Próxima estación: Isla Barú, el paraíso de arena blanca y agua transparente que tanto me habían hablado.

Qué se extraña cuando no viajo

Este texto lo escribí durante mi viaje en Perú.

Extrañaba caminar con mi mochila cargada.
Extrañaba tener la barba con tierra y arena.
Extrañaba comer un menú completo por 2 dólares.
Extrañaba el arte del regateo.
Extrañaba correr para no perderme el bus.
Extrañaba defender Argentina fuera de Argentina.
Extrañaba los mates viendo el atardecer en distintos lugares.
Extrañaba aventurarme a tomar decisiones constantemente.
Extrañaba sacar fotos con cámara.
Extrañaba estar desconectado de internet.
Extrañaba mis tiempos solo, pensando la vida en general.
Extrañaba la amabilidad de la gente de pueblo.
Extrañaba sacarme selfies, cada día con cara distinta, siempre feliz.
Extrañaba usar mi morral.
Extrañaba dormir en una selva.
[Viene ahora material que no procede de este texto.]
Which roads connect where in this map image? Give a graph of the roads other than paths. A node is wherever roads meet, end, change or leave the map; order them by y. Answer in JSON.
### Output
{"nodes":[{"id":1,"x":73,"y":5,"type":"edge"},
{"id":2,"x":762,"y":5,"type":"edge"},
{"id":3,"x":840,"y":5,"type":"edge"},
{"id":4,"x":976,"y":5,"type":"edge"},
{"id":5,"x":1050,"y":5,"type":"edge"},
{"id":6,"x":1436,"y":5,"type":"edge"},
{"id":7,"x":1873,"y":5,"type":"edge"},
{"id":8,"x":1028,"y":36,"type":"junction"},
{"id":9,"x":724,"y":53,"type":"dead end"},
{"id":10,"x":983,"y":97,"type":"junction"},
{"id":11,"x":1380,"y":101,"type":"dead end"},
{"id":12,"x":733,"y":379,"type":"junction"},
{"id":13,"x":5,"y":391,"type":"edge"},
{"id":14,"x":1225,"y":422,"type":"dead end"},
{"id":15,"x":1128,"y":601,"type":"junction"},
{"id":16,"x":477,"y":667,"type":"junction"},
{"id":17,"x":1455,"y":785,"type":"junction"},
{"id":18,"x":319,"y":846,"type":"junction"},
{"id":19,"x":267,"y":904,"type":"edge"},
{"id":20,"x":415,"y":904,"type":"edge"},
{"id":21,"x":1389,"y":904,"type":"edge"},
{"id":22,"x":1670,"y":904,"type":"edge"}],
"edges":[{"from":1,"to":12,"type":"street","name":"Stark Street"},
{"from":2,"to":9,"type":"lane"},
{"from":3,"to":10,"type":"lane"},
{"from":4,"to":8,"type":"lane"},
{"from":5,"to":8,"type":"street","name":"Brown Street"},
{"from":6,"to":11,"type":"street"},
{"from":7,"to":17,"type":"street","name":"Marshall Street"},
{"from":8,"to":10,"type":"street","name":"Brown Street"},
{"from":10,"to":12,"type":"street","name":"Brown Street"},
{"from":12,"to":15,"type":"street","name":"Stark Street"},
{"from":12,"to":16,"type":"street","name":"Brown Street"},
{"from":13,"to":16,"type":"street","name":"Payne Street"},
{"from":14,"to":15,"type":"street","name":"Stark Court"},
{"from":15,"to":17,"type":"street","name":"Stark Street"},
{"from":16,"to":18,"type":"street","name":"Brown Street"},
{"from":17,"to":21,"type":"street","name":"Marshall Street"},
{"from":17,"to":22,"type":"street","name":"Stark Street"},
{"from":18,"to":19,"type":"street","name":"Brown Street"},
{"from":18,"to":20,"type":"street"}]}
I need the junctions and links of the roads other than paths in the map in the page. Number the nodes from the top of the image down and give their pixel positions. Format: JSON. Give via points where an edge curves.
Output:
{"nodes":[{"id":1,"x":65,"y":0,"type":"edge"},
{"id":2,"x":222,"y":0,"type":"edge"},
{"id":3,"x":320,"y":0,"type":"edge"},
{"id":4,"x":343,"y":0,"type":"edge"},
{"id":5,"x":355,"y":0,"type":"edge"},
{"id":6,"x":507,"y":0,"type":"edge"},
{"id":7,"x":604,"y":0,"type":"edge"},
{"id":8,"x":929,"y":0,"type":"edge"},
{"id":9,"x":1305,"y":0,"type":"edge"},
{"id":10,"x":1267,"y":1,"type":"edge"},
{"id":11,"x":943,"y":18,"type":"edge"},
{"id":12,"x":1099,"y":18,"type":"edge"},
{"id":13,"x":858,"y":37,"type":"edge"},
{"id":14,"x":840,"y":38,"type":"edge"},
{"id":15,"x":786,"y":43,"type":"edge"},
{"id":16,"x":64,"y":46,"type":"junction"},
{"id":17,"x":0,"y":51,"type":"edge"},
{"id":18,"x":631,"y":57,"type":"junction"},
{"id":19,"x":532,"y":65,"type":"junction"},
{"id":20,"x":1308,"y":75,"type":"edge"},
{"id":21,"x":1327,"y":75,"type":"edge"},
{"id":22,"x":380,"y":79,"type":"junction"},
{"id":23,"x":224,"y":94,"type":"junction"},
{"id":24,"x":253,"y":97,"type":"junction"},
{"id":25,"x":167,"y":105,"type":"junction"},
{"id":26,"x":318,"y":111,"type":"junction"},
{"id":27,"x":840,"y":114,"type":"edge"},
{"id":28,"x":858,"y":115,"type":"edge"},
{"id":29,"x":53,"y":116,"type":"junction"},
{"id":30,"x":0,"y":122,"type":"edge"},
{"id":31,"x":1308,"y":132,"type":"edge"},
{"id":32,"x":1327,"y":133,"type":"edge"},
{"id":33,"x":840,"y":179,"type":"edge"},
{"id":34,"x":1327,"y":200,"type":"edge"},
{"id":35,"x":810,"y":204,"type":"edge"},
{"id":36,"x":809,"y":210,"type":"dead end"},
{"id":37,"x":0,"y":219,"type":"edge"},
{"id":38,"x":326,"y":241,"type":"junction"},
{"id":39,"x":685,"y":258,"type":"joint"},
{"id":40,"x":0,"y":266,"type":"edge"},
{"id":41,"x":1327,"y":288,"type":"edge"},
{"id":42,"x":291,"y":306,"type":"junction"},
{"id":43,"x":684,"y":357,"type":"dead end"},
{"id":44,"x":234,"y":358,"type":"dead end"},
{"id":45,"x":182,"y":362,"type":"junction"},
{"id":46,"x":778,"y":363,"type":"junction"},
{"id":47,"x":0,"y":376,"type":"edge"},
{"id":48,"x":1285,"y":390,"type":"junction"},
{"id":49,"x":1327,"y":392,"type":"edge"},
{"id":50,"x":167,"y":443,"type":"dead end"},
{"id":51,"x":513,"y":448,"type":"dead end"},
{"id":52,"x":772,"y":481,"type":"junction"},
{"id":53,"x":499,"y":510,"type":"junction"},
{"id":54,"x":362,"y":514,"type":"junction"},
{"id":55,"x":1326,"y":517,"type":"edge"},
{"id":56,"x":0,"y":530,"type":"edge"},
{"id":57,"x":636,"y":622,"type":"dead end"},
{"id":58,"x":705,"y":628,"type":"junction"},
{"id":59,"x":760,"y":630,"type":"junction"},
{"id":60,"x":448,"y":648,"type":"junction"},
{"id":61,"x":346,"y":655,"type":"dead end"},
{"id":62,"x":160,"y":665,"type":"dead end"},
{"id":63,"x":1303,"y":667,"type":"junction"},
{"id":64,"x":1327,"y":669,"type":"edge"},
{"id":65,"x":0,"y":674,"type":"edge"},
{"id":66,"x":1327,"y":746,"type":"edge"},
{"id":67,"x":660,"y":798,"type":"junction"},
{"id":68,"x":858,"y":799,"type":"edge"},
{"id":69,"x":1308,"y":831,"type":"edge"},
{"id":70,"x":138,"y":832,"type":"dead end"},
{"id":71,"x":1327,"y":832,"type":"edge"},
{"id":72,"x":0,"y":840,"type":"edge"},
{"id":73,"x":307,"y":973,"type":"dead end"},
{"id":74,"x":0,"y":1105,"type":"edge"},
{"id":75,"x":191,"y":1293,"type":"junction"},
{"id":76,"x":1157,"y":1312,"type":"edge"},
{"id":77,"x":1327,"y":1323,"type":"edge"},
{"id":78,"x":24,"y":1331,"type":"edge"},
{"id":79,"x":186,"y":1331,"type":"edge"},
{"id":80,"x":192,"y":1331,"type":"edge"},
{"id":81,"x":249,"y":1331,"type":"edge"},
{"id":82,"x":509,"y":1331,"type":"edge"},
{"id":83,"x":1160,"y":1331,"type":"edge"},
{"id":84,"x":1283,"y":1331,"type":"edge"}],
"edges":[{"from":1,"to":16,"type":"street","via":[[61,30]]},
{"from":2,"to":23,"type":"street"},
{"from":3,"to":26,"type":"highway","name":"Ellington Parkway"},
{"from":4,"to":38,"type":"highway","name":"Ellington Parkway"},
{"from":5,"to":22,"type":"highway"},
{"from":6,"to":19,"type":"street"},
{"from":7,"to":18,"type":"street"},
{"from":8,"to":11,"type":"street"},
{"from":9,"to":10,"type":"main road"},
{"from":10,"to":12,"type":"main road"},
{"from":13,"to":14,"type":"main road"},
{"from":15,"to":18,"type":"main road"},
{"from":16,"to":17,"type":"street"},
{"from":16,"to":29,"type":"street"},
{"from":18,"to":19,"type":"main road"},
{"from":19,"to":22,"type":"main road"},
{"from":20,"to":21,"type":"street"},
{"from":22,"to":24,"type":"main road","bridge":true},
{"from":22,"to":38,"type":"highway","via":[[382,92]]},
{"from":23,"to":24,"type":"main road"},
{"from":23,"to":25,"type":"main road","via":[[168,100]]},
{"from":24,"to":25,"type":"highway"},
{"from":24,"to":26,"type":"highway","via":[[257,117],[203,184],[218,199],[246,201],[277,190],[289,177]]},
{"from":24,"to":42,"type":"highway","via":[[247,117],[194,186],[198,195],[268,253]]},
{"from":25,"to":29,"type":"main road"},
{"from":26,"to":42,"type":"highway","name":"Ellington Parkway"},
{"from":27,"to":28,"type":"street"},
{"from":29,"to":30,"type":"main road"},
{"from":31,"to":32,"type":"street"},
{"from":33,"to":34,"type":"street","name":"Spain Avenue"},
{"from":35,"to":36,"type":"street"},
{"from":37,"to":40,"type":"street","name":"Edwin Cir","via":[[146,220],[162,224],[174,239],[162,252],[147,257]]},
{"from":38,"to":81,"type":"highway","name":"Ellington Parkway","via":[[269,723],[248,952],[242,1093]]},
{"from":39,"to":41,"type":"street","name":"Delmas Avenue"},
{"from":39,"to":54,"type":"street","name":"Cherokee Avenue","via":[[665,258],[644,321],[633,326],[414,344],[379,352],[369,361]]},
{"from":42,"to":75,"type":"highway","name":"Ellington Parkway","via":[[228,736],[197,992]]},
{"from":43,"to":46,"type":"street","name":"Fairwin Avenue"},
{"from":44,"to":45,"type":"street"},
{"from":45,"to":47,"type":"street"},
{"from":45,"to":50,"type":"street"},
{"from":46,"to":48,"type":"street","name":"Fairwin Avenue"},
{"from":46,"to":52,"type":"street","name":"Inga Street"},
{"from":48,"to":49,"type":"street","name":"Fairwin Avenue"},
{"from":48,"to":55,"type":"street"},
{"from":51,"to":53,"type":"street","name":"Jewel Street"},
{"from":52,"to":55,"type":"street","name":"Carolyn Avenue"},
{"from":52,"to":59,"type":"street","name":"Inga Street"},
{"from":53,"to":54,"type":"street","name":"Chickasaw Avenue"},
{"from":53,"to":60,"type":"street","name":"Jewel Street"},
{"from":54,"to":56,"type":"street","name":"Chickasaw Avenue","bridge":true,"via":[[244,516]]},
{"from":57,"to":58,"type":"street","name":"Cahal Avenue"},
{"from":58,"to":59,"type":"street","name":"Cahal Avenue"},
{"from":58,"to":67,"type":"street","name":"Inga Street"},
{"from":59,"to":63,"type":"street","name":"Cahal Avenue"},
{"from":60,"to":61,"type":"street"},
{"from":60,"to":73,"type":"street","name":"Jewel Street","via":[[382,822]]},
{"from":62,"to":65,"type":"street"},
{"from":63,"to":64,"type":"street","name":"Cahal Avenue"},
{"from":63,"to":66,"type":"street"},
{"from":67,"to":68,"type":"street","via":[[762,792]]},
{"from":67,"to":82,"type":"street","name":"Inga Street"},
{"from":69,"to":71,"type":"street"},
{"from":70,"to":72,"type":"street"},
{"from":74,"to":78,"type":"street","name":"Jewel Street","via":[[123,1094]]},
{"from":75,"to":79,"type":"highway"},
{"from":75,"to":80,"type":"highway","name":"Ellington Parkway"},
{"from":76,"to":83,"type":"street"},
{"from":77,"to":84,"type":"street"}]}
O en un desierto.
Extrañaba tener la cara paspada por el sol.
Extrañaba estar perdido.
Extrañaba tener la mirada asombrada durante minutos.
Extrañaba el cosquilleo de viajar solo.
Extrañaba conocer lugares por primera vez.
Extrañaba extrañar (a timón – mi compañero perruno).
Extrañaba las charlas profundas durante horas con personas que nunca más voy a ver, y lamento que así sea, pero es así.
Extrañaba despertar en soledad en un pueblo extraño.
Extrañaba caminar 20 cuadras hasta irme del mapa turístico.
Extrañaba arriesgarme.
Extrañaba que me digan “estas loco”.
Extrañaba la paz de no pensar en nada ni nadie.
Extrañaba todo eso y más.
QUÉ MARAVILLA VIAJAR 

Y recuerden que nunca vuelve el viajero; quien viaja cambia.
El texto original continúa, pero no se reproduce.